Oh, great! by Marsala · 2006-12-05 15:23 · Score: 5, Funny

Yet ANOTHER feature Word has that OpenOffice doesn't. :(
Re:Article Summary is Flamebait by Perseid · 2006-12-05 15:25 · Score: 5, Funny

Yeah, they taught me in school that latex was a good way to guard from viruses.
Re:Just to be safe.. by assassinator42 · 2006-12-05 15:39 · Score: 3, Funny

Good thing I connect via WiFi.
This aughta make FINALS more interesting... by surfcow · 2006-12-05 15:42 · Score: 5, Funny

Dear Professor,

My final project for the semester is attached as a Word document. If you have any problems reading it, please let me know.

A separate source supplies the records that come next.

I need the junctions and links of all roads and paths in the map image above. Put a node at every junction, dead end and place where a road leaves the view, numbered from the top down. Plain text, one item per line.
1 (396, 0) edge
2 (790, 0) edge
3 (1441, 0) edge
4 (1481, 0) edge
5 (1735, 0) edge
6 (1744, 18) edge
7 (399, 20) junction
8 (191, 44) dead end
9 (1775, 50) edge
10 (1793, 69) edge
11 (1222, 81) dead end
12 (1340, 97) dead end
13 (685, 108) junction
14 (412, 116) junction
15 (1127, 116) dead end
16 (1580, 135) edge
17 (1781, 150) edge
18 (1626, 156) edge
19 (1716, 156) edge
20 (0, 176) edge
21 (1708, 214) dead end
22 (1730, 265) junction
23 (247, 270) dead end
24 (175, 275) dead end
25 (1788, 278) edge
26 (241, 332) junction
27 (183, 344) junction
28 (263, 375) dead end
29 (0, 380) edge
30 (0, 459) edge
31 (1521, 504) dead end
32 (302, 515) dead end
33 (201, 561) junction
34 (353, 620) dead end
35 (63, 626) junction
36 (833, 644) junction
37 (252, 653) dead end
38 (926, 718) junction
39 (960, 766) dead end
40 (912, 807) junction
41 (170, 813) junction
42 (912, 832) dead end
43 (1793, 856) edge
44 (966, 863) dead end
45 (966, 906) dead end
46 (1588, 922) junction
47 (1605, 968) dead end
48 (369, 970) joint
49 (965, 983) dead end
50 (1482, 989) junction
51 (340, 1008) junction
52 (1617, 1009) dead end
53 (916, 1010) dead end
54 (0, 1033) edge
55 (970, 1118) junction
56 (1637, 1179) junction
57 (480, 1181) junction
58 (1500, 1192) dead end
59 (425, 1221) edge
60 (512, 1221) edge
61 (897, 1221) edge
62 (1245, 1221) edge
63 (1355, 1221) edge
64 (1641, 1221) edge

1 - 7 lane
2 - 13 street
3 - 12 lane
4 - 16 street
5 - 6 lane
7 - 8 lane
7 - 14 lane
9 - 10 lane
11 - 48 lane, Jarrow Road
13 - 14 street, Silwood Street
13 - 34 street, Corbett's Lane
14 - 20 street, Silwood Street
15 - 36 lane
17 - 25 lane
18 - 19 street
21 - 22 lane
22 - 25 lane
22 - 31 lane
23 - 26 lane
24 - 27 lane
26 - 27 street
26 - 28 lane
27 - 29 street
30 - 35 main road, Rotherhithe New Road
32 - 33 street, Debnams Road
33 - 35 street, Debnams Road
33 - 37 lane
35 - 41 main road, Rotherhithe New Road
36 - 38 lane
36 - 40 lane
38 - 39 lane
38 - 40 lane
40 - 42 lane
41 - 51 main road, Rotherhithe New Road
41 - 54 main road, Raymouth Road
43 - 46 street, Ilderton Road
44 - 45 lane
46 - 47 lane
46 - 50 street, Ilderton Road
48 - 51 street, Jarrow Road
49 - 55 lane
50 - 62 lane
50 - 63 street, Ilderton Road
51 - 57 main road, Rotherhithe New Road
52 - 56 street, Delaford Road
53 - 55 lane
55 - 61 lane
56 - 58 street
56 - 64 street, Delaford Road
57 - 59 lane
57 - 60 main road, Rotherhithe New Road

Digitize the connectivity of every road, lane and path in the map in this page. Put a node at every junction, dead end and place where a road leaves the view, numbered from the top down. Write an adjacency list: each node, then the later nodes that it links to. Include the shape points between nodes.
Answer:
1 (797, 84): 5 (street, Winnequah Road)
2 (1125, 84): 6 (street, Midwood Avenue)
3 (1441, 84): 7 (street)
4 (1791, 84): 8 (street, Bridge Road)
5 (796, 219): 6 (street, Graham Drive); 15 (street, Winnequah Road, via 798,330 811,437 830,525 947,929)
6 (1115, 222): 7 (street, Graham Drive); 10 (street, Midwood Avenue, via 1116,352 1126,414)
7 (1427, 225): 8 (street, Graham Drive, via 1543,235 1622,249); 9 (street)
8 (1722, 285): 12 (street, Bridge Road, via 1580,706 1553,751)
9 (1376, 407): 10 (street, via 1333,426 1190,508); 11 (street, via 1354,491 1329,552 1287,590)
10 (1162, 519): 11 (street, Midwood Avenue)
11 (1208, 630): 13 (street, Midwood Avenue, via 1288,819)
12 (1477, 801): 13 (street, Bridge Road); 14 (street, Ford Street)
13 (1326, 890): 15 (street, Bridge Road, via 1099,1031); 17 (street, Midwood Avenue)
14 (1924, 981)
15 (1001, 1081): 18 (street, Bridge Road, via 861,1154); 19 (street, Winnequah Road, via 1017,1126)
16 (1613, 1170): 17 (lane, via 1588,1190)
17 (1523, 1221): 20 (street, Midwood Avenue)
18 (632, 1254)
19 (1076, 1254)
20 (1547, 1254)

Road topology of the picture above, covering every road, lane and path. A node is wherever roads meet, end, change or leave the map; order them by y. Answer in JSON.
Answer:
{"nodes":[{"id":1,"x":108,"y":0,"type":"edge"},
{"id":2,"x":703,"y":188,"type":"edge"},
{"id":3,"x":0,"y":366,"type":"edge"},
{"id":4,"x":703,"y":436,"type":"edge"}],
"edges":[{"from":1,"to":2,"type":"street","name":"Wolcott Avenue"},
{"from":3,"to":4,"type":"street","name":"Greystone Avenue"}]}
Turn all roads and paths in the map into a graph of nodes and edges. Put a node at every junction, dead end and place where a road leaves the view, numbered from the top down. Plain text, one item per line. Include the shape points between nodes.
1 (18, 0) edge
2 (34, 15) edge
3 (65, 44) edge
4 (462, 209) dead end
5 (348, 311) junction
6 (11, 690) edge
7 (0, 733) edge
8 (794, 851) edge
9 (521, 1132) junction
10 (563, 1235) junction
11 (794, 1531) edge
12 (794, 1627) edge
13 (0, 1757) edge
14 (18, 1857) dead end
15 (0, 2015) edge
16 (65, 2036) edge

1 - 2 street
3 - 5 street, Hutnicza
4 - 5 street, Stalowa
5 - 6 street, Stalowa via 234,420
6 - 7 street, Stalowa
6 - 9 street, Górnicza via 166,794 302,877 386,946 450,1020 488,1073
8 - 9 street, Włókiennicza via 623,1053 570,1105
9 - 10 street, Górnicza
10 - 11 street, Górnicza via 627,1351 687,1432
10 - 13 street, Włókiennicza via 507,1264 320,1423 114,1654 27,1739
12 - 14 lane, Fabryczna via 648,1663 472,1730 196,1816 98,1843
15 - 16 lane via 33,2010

Me and everyone else in your address book.

Don't have to worry about grading it. By the time you read this, I will have used the root-kit to grade it myself.

Nice porn, by the way! You dog! We'll make this our little secret.

love,
toodles
Re:Bah, typical bullshit non-edited craptastic blu by munrom · 2006-12-05 15:45 · Score: 5, Funny

Ah, license to ignore any unexpected memos for the next couple of days, excellent
Exercise caution... by flyingfsck · 2006-12-05 15:50 · Score: 5, Funny

How is one supposed to exercise caution when opening a Word document? Do click on it slowly and deliberately, or do you click it carefully after giving the PC a pat on the head...

--
Excuse me, but please get off my Pennisetum Clandestinum, eh!
we're all going to die.... by cheeseboy001 · 2006-12-05 16:21 · Score: 5, Funny

Did anyone else read that as "Microsoft Ossues Zero-Day Attack Alert For World"?
Re:Article Summary is Flamebait by goombah99 · 2006-12-05 19:01 · Score: 3, Funny

I'm sure there are Latex Trojans too. Used 'em myself.

--
Some drink at the fountain of knowledge. Others just gargle.
If you stick with something long enough, by rssrss · 2006-12-05 20:12 · Score: 3, Funny

you will be vindicated. I have stuck with Office 97, because I have never thought that any of the "improvements" that M$ has made in newer versions of Office were worth the price of a new program. It is now too old to be affected by the latest virus. Lord, this is sweet.

--
In the land of the blind, the one-eyed man is king.
Re:ITS A TRAP! by johnw · 2006-12-06 00:05 · Score: 4, Funny

Hey, our current products are insecure! So buy our latest one! It's better!

Good marketing plan there.

It's always worked in the past. Why change a winning formula?
Its a good thing by Darkman,+Walkin+Dude · 2006-12-06 05:01 · Score: 3, Funny

Microsoft is just taking the paperless office to the next level - the documentless office.

--
What he can't kill, he has sex on. Trent.